The worst performers last week were the GBP and AUD. The GBP has
plainly run out of gas. The Bank of England is the only other central
bank besides the US Federal Reserve that is close to raising interest rates. There
wasn’t any key market moving data releases last week but there was
conflicting central bank commentary. Sir Jon Cunliffe asserted that
the UK’s economic outlook was ‘pretty strong’ and that the next interest rate related movement was likely to be an increase, however, fellow Monetary Policy Committee member Ben Broadbent stated that he wouldn’t be voting for higher borrowing costs anytime soon. Since the UK economy appears to have slowed in Q3, Broadbent’s comments carried more weight and helped the GBP fall by 2.5% last week. The focus for next week will be revisions to Q3 GDP and the PMI manufacturing report.

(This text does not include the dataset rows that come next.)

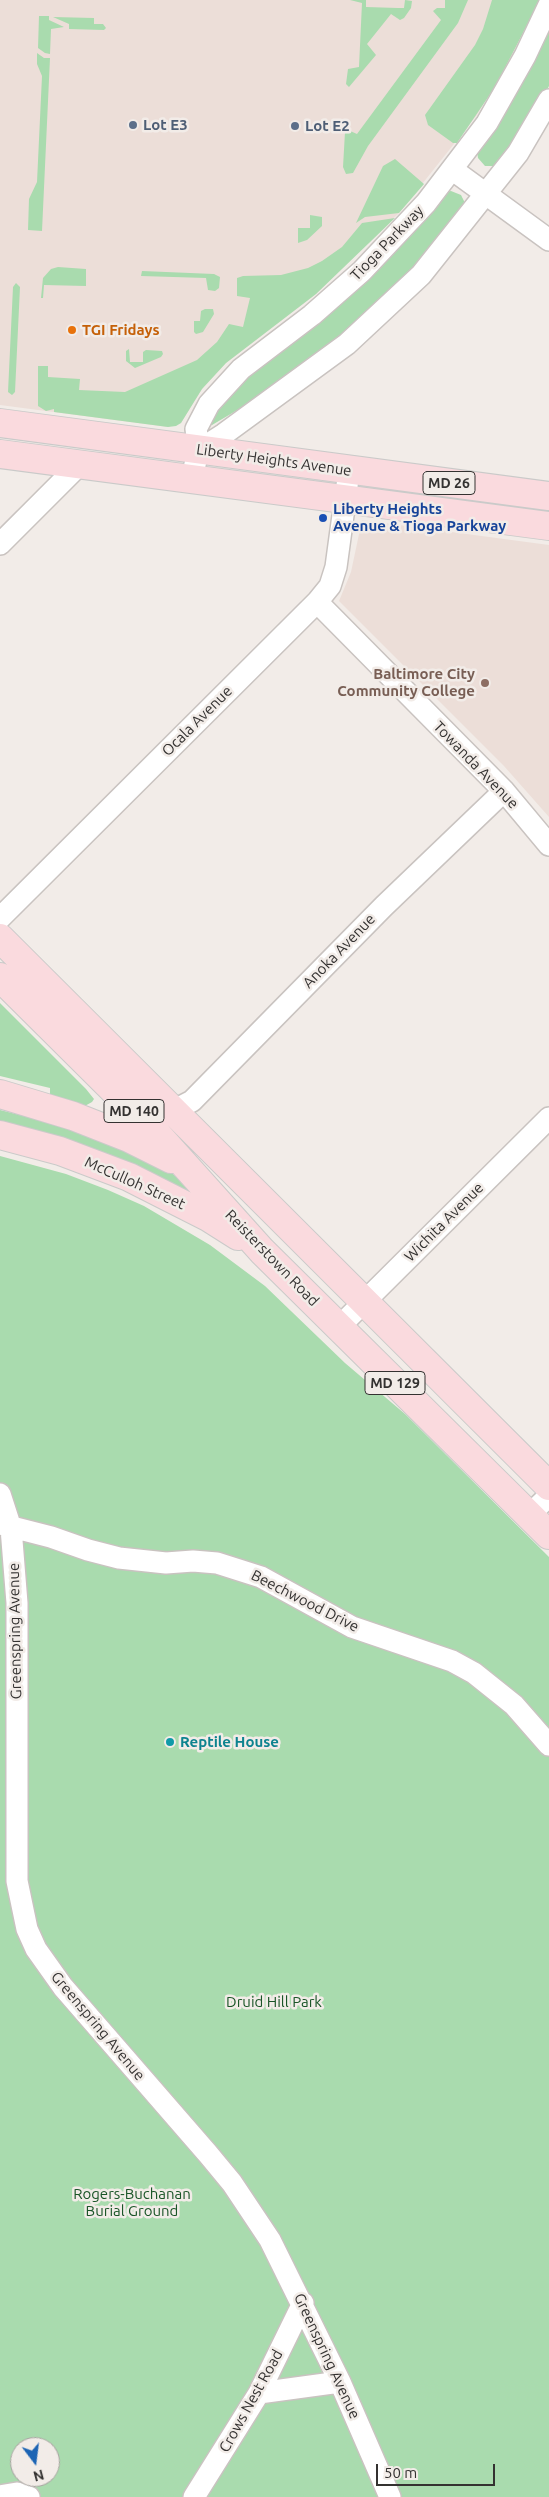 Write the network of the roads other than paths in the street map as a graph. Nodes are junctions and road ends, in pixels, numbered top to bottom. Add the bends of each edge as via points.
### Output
1 (549, 5) edge
2 (549, 100) edge
3 (452, 170) junction
4 (486, 195) junction
5 (549, 240) edge
6 (0, 423) edge
7 (198, 450) junction
8 (0, 454) edge
9 (79, 465) junction
10 (349, 471) junction
11 (191, 479) junction
12 (549, 496) edge
13 (346, 499) junction
14 (549, 526) edge
15 (0, 544) edge
16 (317, 602) junction
17 (504, 790) junction
18 (549, 845) edge
19 (0, 918) edge
20 (0, 938) edge
21 (0, 977) edge
22 (0, 1094) edge
23 (175, 1112) junction
24 (549, 1118) edge
25 (147, 1123) junction
26 (0, 1135) edge
27 (187, 1166) junction
28 (289, 1228) junction
29 (262, 1251) junction
30 (363, 1302) junction
31 (339, 1327) junction
32 (549, 1486) edge
33 (0, 1494) edge
34 (549, 1496) edge
35 (529, 1514) junction
36 (6, 1526) edge
37 (549, 1535) edge
38 (549, 1745) edge
39 (303, 2303) junction
40 (340, 2382) junction
41 (259, 2393) junction
42 (0, 2496) edge
43 (29, 2497) edge
44 (194, 2497) edge
45 (390, 2497) edge

1 - 3 street, Tioga Parkway via 506,92
2 - 4 street via 518,153
3 - 4 street
3 - 7 street, Tioga Parkway via 362,271 312,315 241,369 221,390 209,404 196,429
4 - 5 street
4 - 7 street via 421,275 384,312 311,372
6 - 7 main road, Liberty Heights Avenue / MD 26
7 - 10 main road, Liberty Heights Avenue / MD 26
7 - 11 street, Tioga Parkway
8 - 9 main road, Liberty Heights Avenue / MD 26
9 - 11 main road, Liberty Heights Avenue / MD 26
9 - 15 street
10 - 12 main road, Liberty Heights Avenue / MD 26
10 - 13 street, Ocala Avenue
11 - 13 main road, Liberty Heights Avenue / MD 26
13 - 14 main road, Liberty Heights Avenue / MD 26
13 - 16 street, Ocala Avenue via 336,567 330,586
16 - 17 street, Towanda Avenue
16 - 19 street, Ocala Avenue
17 - 18 street, Towanda Avenue
17 - 23 street, Anoka Avenue via 192,1100
20 - 23 main road, MD 140
21 - 25 main road, Reisterstown Road / MD 140
22 - 27 main road, MD 129 via 73,1116
23 - 25 street, Anoka Avenue
23 - 28 main road, MD 140
24 - 30 street, Wichita Avenue
25 - 27 main road, Reisterstown Road / MD 140
26 - 29 main road, McCulloh Street / MD 129 via 60,1151 129,1177 208,1217
27 - 28 main road, MD 129
27 - 29 main road, Reisterstown Road / MD 140
28 - 30 main road, MD 129
29 - 31 main road, Reisterstown Road / MD 129
30 - 31 street, Wichita Avenue
30 - 32 main road, MD 129
31 - 35 main road, Reisterstown Road / MD 129
33 - 36 street, Greenspring Avenue
34 - 35 street
35 - 37 main road, Reisterstown Road / MD 129
36 - 38 street, Beechwood Drive via 119,1558 166,1563 217,1563 261,1576 352,1627 452,1661 474,1673 514,1705
36 - 39 street, Greenspring Avenue via 17,1603 17,1881 27,1929 36,1949 63,1987 232,2183 270,2240
39 - 40 street, Greenspring Avenue
39 - 41 street, Crows Nest Road
40 - 41 street
40 - 45 street, Greenspring Avenue
41 - 44 street, Crows Nest Road
42 - 43 street via 17,2493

The other poor performer last week was the AUD. The AUD dropped below 70 cents intraday last week and is down about 20% over the last year primarily due to the China slowdown story and the slump in commodity prices. China is Australia’s biggest trading partner so any negative news about China’s economy tends to weigh on the AUD. Last week’s negative China news was the Caixin PMI, which showed that manufacturing activity contracting at the fastest pace since March 2009. The other driver of Aussie weakness last week was a report by ANZ Bank that suggested that the Reserve Bank of Australia may cut rates twice in 2016 taking the benchmark rate to 1.50%. If this were to happen, the next likely target on the monthly price chart would be around the 0.60 level last seen in late 2008.